For placing the heatmap of a single matrix, M, on a tkinter canvas, my usual approach is as follows:
import numpy as np
from matplotlib import pyplot as plt
from matplotlib.backends.backend_tkagg import FigureCanvasTkAgg
from tkinter import Tk,TOP,BOTH
M=np.random.rand(6,6)
root=Tk()
root.geometry('1000x1000')
fig,ax=plt.subplots()
ax.imshow(M,aspect='auto',cmap='jet')
canvas = FigureCanvasTkAgg(fig, master=root)
canvas.draw()
canvas.get_tk_widget().pack(side=TOP,fill=BOTH,expand=1)
root.mainloop()
Now I made a simple change to the approach described at
Managing dynamic plotting in matplotlib Animation module
to create a matplotlib animation of heatplots for my list of matrices, labelled M_list:
import numpy as np
import matplotlib.pyplot as plt
from matplotlib.animation import FuncAnimation
import mpl_toolkits.axes_grid1
import matplotlib.widgets
from matplotlib.backends.backend_tkagg import FigureCanvasTkAgg
from tkinter import Tk,TOP,BOTH
root=Tk()
root.geometry('1000x1000')
class Player(FuncAnimation):
def __init__(self, fig, func, frames=None, init_func=None,
fargs=None,save_count=None, mini=0, maxi=100, pos=(0.125, 0.92), **kwargs):
self.i = 0
self.min=mini
self.max=maxi
self.runs = True
self.forwards = True
self.fig = fig
self.func = func
self.setup(pos)
FuncAnimation.__init__(self,self.fig, self.func, frames=self.play(),
init_func=init_func, fargs=fargs,
save_count=save_count, **kwargs )
def play(self):
while self.runs:
self.i = self.i+self.forwards-(not self.forwards)

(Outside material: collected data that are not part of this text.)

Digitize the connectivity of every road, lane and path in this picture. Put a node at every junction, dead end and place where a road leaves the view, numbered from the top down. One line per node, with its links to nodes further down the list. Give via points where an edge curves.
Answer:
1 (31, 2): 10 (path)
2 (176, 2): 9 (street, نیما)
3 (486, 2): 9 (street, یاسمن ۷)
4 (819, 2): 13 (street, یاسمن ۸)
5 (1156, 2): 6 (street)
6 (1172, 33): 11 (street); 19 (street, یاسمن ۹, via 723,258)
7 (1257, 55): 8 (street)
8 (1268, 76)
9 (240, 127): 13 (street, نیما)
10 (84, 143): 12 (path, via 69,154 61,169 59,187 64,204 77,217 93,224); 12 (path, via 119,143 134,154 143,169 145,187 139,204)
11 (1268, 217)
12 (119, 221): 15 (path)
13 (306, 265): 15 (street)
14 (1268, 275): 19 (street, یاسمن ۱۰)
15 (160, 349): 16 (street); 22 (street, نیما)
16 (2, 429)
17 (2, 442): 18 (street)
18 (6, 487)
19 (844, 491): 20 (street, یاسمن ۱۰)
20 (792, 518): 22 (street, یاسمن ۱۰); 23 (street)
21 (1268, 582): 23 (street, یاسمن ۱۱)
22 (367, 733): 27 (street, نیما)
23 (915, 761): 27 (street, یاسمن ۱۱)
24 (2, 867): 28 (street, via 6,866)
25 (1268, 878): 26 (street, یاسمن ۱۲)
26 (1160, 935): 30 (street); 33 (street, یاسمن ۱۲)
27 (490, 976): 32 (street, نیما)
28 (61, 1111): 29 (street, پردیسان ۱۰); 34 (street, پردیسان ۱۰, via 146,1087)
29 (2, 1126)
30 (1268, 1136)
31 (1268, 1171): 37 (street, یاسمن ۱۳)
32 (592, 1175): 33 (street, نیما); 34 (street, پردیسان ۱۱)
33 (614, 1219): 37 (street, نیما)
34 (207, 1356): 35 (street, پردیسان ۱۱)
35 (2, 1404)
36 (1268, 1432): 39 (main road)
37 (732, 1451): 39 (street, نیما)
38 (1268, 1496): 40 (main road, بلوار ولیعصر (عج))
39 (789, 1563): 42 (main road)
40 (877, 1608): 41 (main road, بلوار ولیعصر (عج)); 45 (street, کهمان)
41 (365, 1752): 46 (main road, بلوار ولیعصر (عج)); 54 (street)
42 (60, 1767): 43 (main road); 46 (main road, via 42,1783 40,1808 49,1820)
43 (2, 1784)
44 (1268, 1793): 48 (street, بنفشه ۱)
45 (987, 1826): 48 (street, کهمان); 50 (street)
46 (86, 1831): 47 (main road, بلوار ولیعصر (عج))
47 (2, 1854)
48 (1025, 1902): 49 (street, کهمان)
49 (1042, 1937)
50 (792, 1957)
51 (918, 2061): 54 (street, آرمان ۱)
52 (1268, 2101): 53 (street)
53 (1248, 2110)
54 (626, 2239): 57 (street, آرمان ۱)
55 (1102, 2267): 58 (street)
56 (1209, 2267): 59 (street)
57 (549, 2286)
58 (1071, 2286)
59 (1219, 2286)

if self.i > self.min and self.i < self.max:
yield self.i
else:
self.stop()
yield self.i
def start(self):
self.runs=True
self.event_source.start()
def stop(self, event=None):
self.runs = False
self.event_source.stop()
def forward(self, event=None):
self.forwards = True
self.start()
def backward(self, event=None):
self.forwards = False
self.start()
def oneforward(self, event=None):
self.forwards = True
self.onestep()
def onebackward(self, event=None):
self.forwards = False
self.onestep()
def onestep(self):
if self.i > self.min and self.i < self.max:
self.i = self.i+self.forwards-(not self.forwards)
elif self.i == self.min and self.forwards:
self.i+=1
elif self.i == self.max and not self.forwards:
self.i-=1
self.func(self.i)
self.fig.canvas.draw_idle()
def setup(self, pos):
playerax = self.fig.add_axes([pos[0],pos[1], 0.22, 0.04])

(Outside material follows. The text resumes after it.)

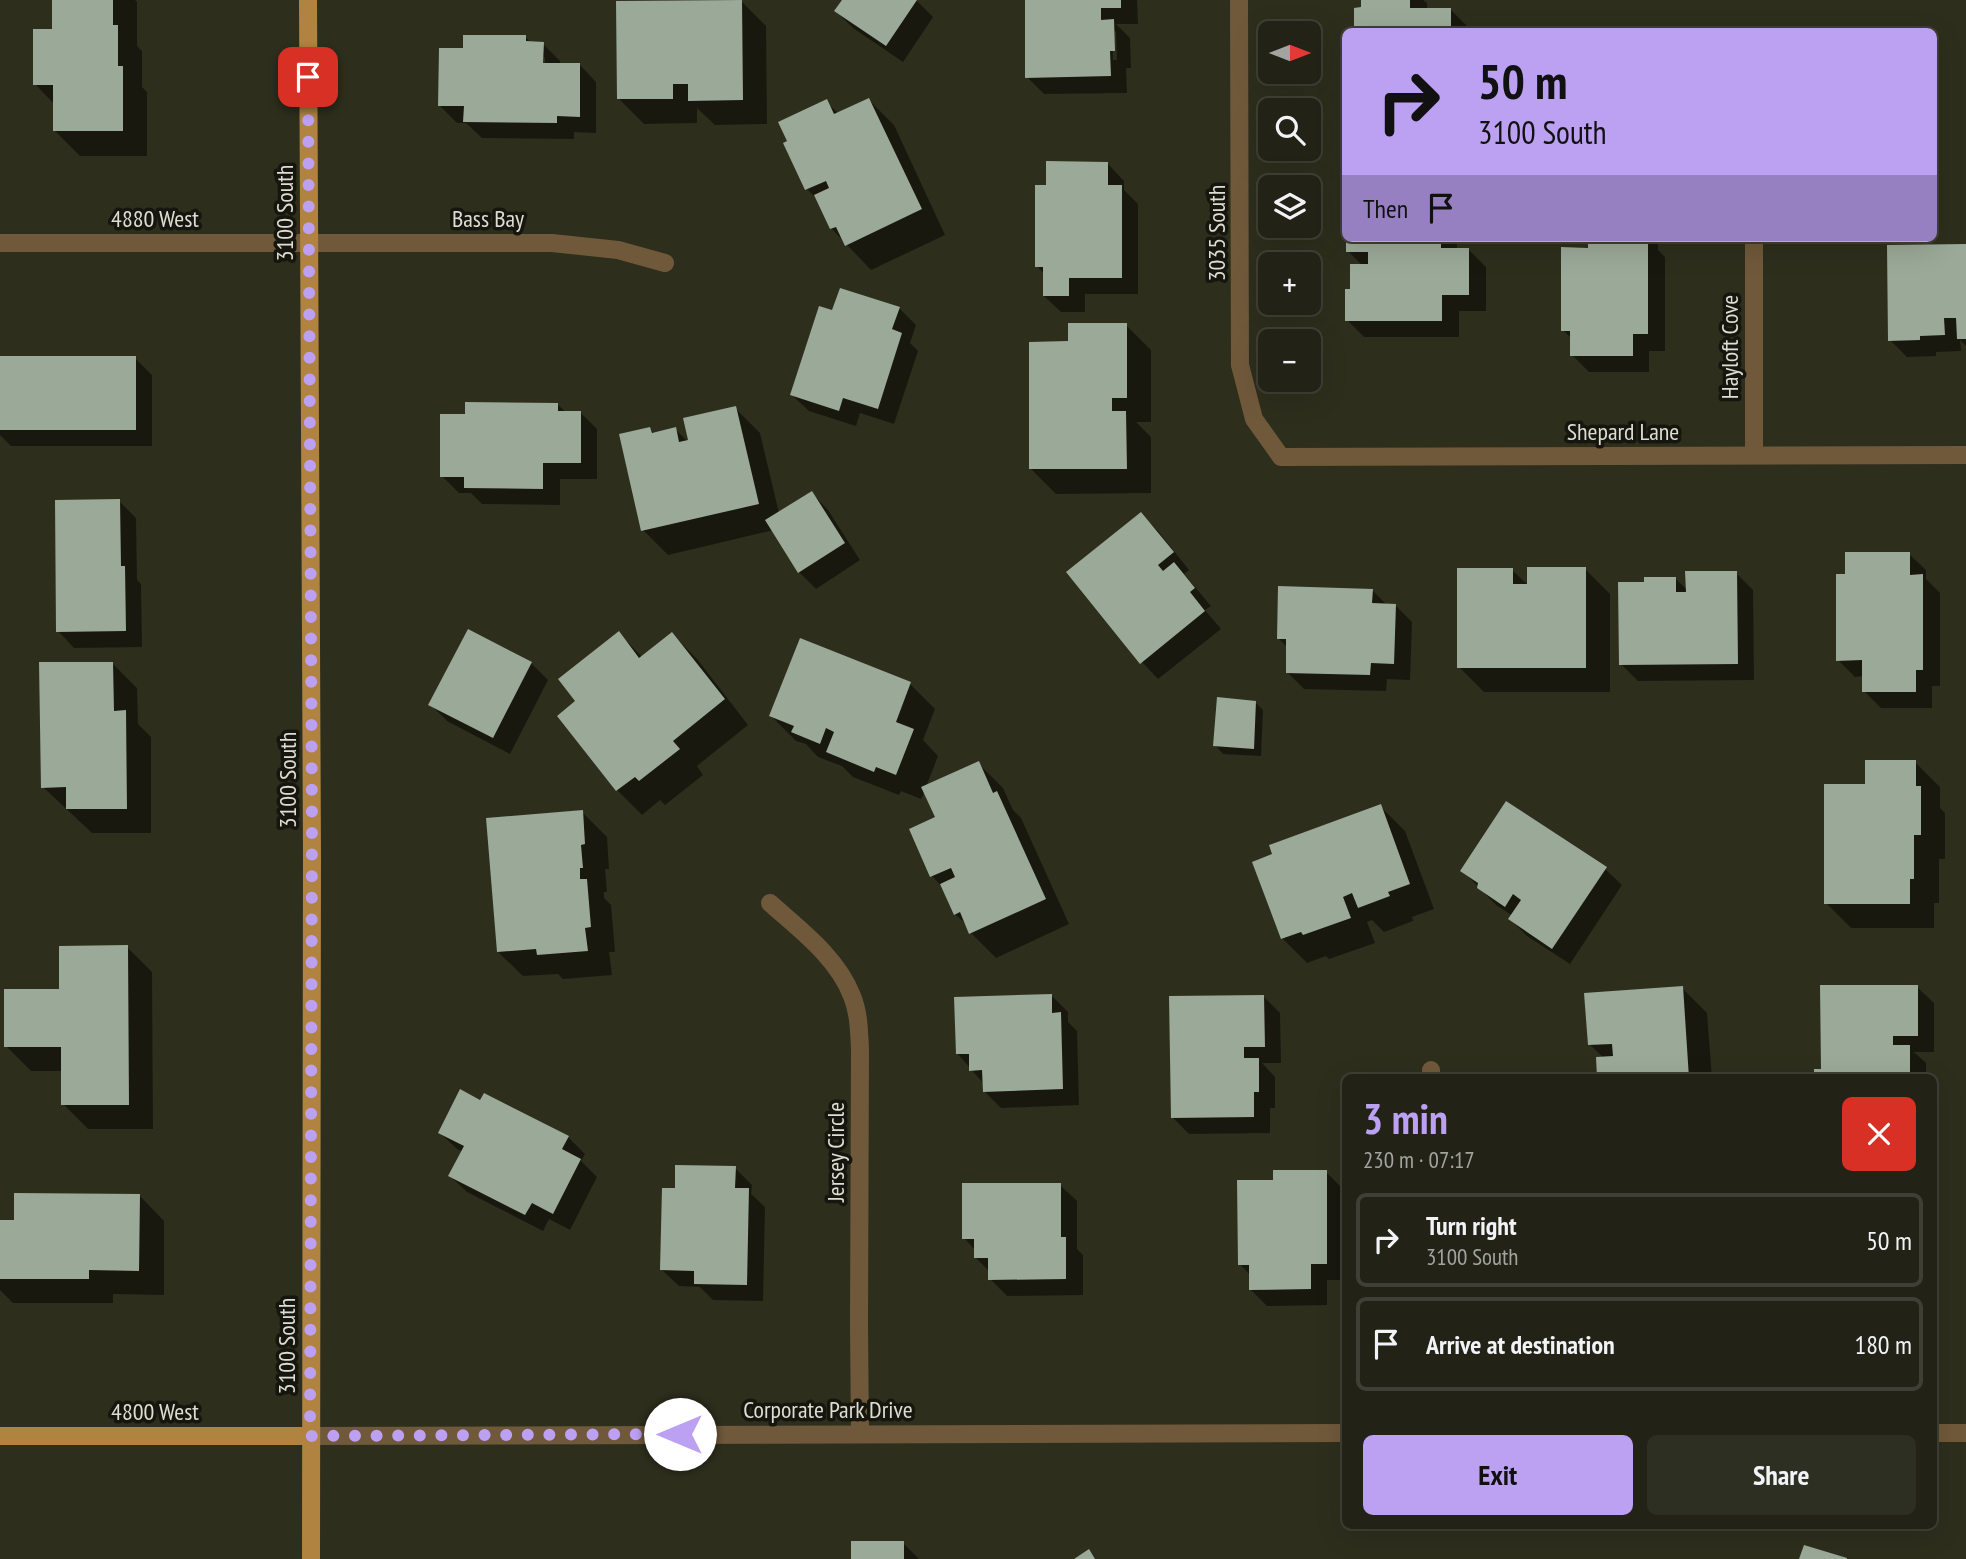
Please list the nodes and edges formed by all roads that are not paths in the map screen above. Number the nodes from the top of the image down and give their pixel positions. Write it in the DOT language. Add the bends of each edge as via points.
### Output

divider = mpl_toolkits.axes_grid1.make_axes_locatable(playerax)
bax = divider.append_axes("right", size="80%", pad=0.05)
sax = divider.append_axes("right", size="80%", pad=0.05)
fax = divider.append_axes("right", size="80%", pad=0.05)

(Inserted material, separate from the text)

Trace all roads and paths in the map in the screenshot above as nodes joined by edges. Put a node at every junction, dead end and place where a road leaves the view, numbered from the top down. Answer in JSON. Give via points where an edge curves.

ofax = divider.append_axes("right", size="100%", pad=0.05)
self.button_oneback = matplotlib.widgets.Button(playerax , label=u'$\u29CF$')
self.button_back = matplotlib.widgets.Button(bax, label=u'$\u25C0$')
self.button_stop = matplotlib.widgets.Button(sax, label=u'$\u25A0$')
self.button_forward = matplotlib.widgets.Button(fax, label=u'$\u25B6$')
self.button_oneforward = matplotlib.widgets.Button(ofax, label=u'$\u29D0$')
self.button_oneback.on_clicked(self.onebackward)
self.button_back.on_clicked(self.backward)
self.button_stop.on_clicked(self.stop)
self.button_forward.on_clicked(self.forward)
self.button_oneforward.on_clicked(self.oneforward)
fig, ax = plt.subplots()
num_times=50
M_list=[]
for t in range(num_times):
M_list.append(np.random.rand(6,6))
def update(i):
ax.imshow(M_list[i],aspect='auto',cmap='jet')
ani = Player(fig, update, maxi=num_times)
This works fine in terms animating the sequence of heatmaps stored in M_list (in a way that permits advancing a single frame at a time).
Now I'm stuck trying to place the matplotlib animation on my figure canvas. I tried placing the long block of code inside a tkinter root window:
root=Tk()
root.geometry
Use fig as defined in animation above.
canvas = FigureCanvasTkAgg(fig, master=root)
canvas.draw()
canvas.get_tk_widget().pack(side=TOP,fill=BOTH,expand=1)
root.mainloop()
This produced the error message:
Fatal Python error: PyEval_RestoreThread: the function must be called with the GIL
held, but the GIL is released (the current Python thread state is NULL)
Using Python 3.9 on a Mac with Big Sur.